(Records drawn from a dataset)
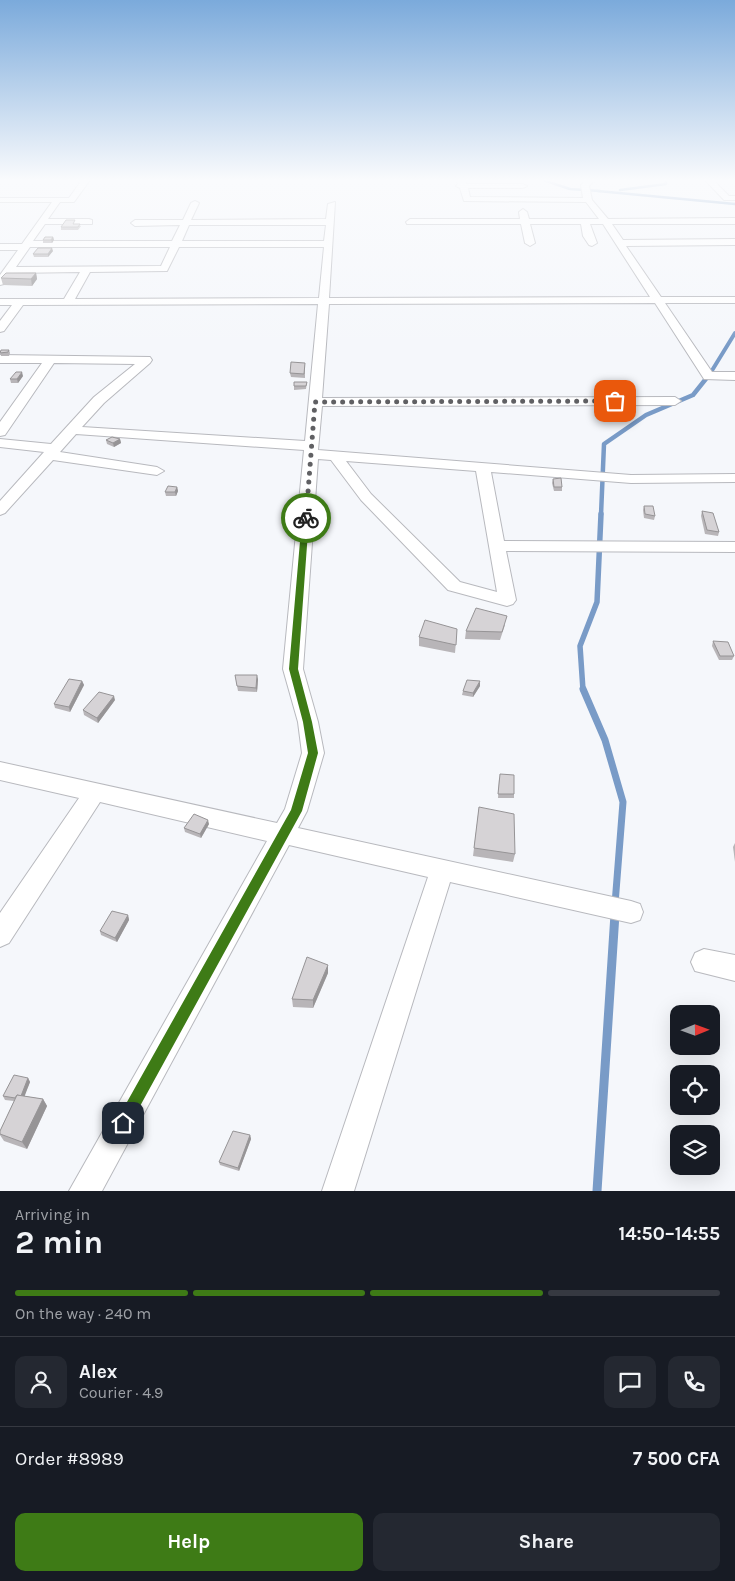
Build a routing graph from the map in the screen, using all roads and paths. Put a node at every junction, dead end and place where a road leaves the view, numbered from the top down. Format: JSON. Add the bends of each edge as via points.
{"nodes":[{"id":1,"x":31,"y":236,"type":"edge"},
{"id":2,"x":180,"y":236,"type":"edge"},
{"id":3,"x":329,"y":236,"type":"edge"},
{"id":4,"x":528,"y":236,"type":"edge"},
{"id":5,"x":588,"y":236,"type":"edge"},
{"id":6,"x":615,"y":236,"type":"edge"},
{"id":7,"x":735,"y":242,"type":"edge"},
{"id":8,"x":530,"y":243,"type":"dead end"},
{"id":9,"x":592,"y":243,"type":"dead end"},
{"id":10,"x":620,"y":243,"type":"junction"},
{"id":11,"x":176,"y":244,"type":"junction"},
{"id":12,"x":328,"y":244,"type":"junction"},
{"id":13,"x":25,"y":245,"type":"junction"},
{"id":14,"x":0,"y":247,"type":"edge"},
{"id":15,"x":10,"y":270,"type":"junction"},
{"id":16,"x":86,"y":270,"type":"junction"},
{"id":17,"x":0,"y":282,"type":"edge"},
{"id":18,"x":658,"y":300,"type":"junction"},
{"id":19,"x":735,"y":300,"type":"edge"},
{"id":20,"x":68,"y":301,"type":"junction"},
{"id":21,"x":324,"y":301,"type":"junction"},
{"id":22,"x":0,"y":302,"type":"edge"},
{"id":23,"x":21,"y":302,"type":"junction"},
{"id":24,"x":0,"y":329,"type":"edge"},
{"id":25,"x":1,"y":360,"type":"edge"},
{"id":26,"x":50,"y":360,"type":"junction"},
{"id":27,"x":735,"y":376,"type":"edge"},
{"id":28,"x":675,"y":401,"type":"dead end"},
{"id":29,"x":315,"y":402,"type":"junction"},
{"id":30,"x":72,"y":430,"type":"junction"},
{"id":31,"x":0,"y":432,"type":"edge"},
{"id":32,"x":0,"y":443,"type":"edge"},
{"id":33,"x":52,"y":452,"type":"junction"},
{"id":34,"x":319,"y":452,"type":"junction"},
{"id":35,"x":483,"y":467,"type":"junction"},
{"id":36,"x":157,"y":471,"type":"dead end"},
{"id":37,"x":735,"y":478,"type":"edge"},
{"id":38,"x":0,"y":510,"type":"edge"},
{"id":39,"x":498,"y":546,"type":"junction"},
{"id":40,"x":735,"y":547,"type":"edge"},
{"id":41,"x":0,"y":771,"type":"edge"},
{"id":42,"x":95,"y":792,"type":"junction"},
{"id":43,"x":284,"y":834,"type":"junction"},
{"id":44,"x":442,"y":870,"type":"junction"},
{"id":45,"x":631,"y":912,"type":"dead end"},
{"id":46,"x":0,"y":935,"type":"edge"},
{"id":47,"x":704,"y":962,"type":"dead end"},
{"id":48,"x":735,"y":968,"type":"edge"},
{"id":49,"x":86,"y":1191,"type":"edge"},
{"id":50,"x":338,"y":1191,"type":"edge"}],
"edges":[{"from":1,"to":13,"type":"street"},
{"from":2,"to":11,"type":"street"},
{"from":3,"to":12,"type":"street"},
{"from":4,"to":8,"type":"street"},
{"from":5,"to":9,"type":"street"},
{"from":6,"to":10,"type":"street"},
{"from":7,"to":10,"type":"street"},
{"from":10,"to":18,"type":"street"},
{"from":11,"to":12,"type":"street"},
{"from":11,"to":13,"type":"street"},
{"from":11,"to":16,"type":"street","via":[[164,270]]},
{"from":12,"to":21,"type":"street"},
{"from":13,"to":14,"type":"street"},
{"from":13,"to":15,"type":"street"},
{"from":15,"to":16,"type":"street"},
{"from":15,"to":17,"type":"street"},
{"from":16,"to":20,"type":"street"},
{"from":18,"to":19,"type":"street"},
{"from":18,"to":21,"type":"street"},
{"from":18,"to":27,"type":"street","via":[[708,376]]},
{"from":20,"to":21,"type":"street"},
{"from":20,"to":23,"type":"street"},
{"from":21,"to":29,"type":"street"},
{"from":22,"to":23,"type":"street"},
{"from":23,"to":24,"type":"street"},
{"from":25,"to":26,"type":"street"},
{"from":26,"to":30,"type":"street","via":[[146,360],[98,400]]},
{"from":26,"to":31,"type":"street"},
{"from":28,"to":29,"type":"street"},
{"from":29,"to":34,"type":"street"},
{"from":30,"to":33,"type":"street"},
{"from":30,"to":34,"type":"street"},
{"from":32,"to":33,"type":"street"},
{"from":33,"to":36,"type":"street"},
{"from":33,"to":38,"type":"street"},
{"from":34,"to":35,"type":"street"},
{"from":34,"to":39,"type":"street","via":[[454,586],[508,600]]},
{"from":34,"to":43,"type":"street","via":[[293,669],[313,753],[296,811]]},
{"from":35,"to":37,"type":"street","via":[[632,479]]},
{"from":35,"to":39,"type":"street"},
{"from":39,"to":40,"type":"street"},
{"from":41,"to":42,"type":"street"},
{"from":42,"to":43,"type":"street"},
{"from":42,"to":46,"type":"street"},
{"from":43,"to":44,"type":"street"},
{"from":43,"to":49,"type":"street"},
{"from":44,"to":45,"type":"street"},
{"from":44,"to":50,"type":"street"},
{"from":47,"to":48,"type":"street"}]}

-- PROBLEM DESCRIPTION --
Could you retype every record exactly, leaving the pictures out?

-- ANSWER TO THIS EXERCISE --
Build a routing graph from the map in the screen, using all roads and paths. Put a node at every junction, dead end and place where a road leaves the view, numbered from the top down. Format: JSON. Add the bends of each edge as via points.
{"nodes":[{"id":1,"x":31,"y":236,"type":"edge"},
{"id":2,"x":180,"y":236,"type":"edge"},
{"id":3,"x":329,"y":236,"type":"edge"},
{"id":4,"x":528,"y":236,"type":"edge"},
{"id":5,"x":588,"y":236,"type":"edge"},
{"id":6,"x":615,"y":236,"type":"edge"},
{"id":7,"x":735,"y":242,"type":"edge"},
{"id":8,"x":530,"y":243,"type":"dead end"},
{"id":9,"x":592,"y":243,"type":"dead end"},
{"id":10,"x":620,"y":243,"type":"junction"},
{"id":11,"x":176,"y":244,"type":"junction"},
{"id":12,"x":328,"y":244,"type":"junction"},
{"id":13,"x":25,"y":245,"type":"junction"},
{"id":14,"x":0,"y":247,"type":"edge"},
{"id":15,"x":10,"y":270,"type":"junction"},
{"id":16,"x":86,"y":270,"type":"junction"},
{"id":17,"x":0,"y":282,"type":"edge"},
{"id":18,"x":658,"y":300,"type":"junction"},
{"id":19,"x":735,"y":300,"type":"edge"},
{"id":20,"x":68,"y":301,"type":"junction"},
{"id":21,"x":324,"y":301,"type":"junction"},
{"id":22,"x":0,"y":302,"type":"edge"},
{"id":23,"x":21,"y":302,"type":"junction"},
{"id":24,"x":0,"y":329,"type":"edge"},
{"id":25,"x":1,"y":360,"type":"edge"},
{"id":26,"x":50,"y":360,"type":"junction"},
{"id":27,"x":735,"y":376,"type":"edge"},
{"id":28,"x":675,"y":401,"type":"dead end"},
{"id":29,"x":315,"y":402,"type":"junction"},
{"id":30,"x":72,"y":430,"type":"junction"},
{"id":31,"x":0,"y":432,"type":"edge"},
{"id":32,"x":0,"y":443,"type":"edge"},
{"id":33,"x":52,"y":452,"type":"junction"},
{"id":34,"x":319,"y":452,"type":"junction"},
{"id":35,"x":483,"y":467,"type":"junction"},
{"id":36,"x":157,"y":471,"type":"dead end"},
{"id":37,"x":735,"y":478,"type":"edge"},
{"id":38,"x":0,"y":510,"type":"edge"},
{"id":39,"x":498,"y":546,"type":"junction"},
{"id":40,"x":735,"y":547,"type":"edge"},
{"id":41,"x":0,"y":771,"type":"edge"},
{"id":42,"x":95,"y":792,"type":"junction"},
{"id":43,"x":284,"y":834,"type":"junction"},
{"id":44,"x":442,"y":870,"type":"junction"},
{"id":45,"x":631,"y":912,"type":"dead end"},
{"id":46,"x":0,"y":935,"type":"edge"},
{"id":47,"x":704,"y":962,"type":"dead end"},
{"id":48,"x":735,"y":968,"type":"edge"},
{"id":49,"x":86,"y":1191,"type":"edge"},
{"id":50,"x":338,"y":1191,"type":"edge"}],
"edges":[{"from":1,"to":13,"type":"street"},
{"from":2,"to":11,"type":"street"},
{"from":3,"to":12,"type":"street"},
{"from":4,"to":8,"type":"street"},
{"from":5,"to":9,"type":"street"},
{"from":6,"to":10,"type":"street"},
{"from":7,"to":10,"type":"street"},
{"from":10,"to":18,"type":"street"},
{"from":11,"to":12,"type":"street"},
{"from":11,"to":13,"type":"street"},
{"from":11,"to":16,"type":"street","via":[[164,270]]},
{"from":12,"to":21,"type":"street"},
{"from":13,"to":14,"type":"street"},
{"from":13,"to":15,"type":"street"},
{"from":15,"to":16,"type":"street"},
{"from":15,"to":17,"type":"street"},
{"from":16,"to":20,"type":"street"},
{"from":18,"to":19,"type":"street"},
{"from":18,"to":21,"type":"street"},
{"from":18,"to":27,"type":"street","via":[[708,376]]},
{"from":20,"to":21,"type":"street"},
{"from":20,"to":23,"type":"street"},
{"from":21,"to":29,"type":"street"},
{"from":22,"to":23,"type":"street"},
{"from":23,"to":24,"type":"street"},
{"from":25,"to":26,"type":"street"},
{"from":26,"to":30,"type":"street","via":[[146,360],[98,400]]},
{"from":26,"to":31,"type":"street"},
{"from":28,"to":29,"type":"street"},
{"from":29,"to":34,"type":"street"},
{"from":30,"to":33,"type":"street"},
{"from":30,"to":34,"type":"street"},
{"from":32,"to":33,"type":"street"},
{"from":33,"to":36,"type":"street"},
{"from":33,"to":38,"type":"street"},
{"from":34,"to":35,"type":"street"},
{"from":34,"to":39,"type":"street","via":[[454,586],[508,600]]},
{"from":34,"to":43,"type":"street","via":[[293,669],[313,753],[296,811]]},
{"from":35,"to":37,"type":"street","via":[[632,479]]},
{"from":35,"to":39,"type":"street"},
{"from":39,"to":40,"type":"street"},
{"from":41,"to":42,"type":"street"},
{"from":42,"to":43,"type":"street"},
{"from":42,"to":46,"type":"street"},
{"from":43,"to":44,"type":"street"},
{"from":43,"to":49,"type":"street"},
{"from":44,"to":45,"type":"street"},
{"from":44,"to":50,"type":"street"},
{"from":47,"to":48,"type":"street"}]}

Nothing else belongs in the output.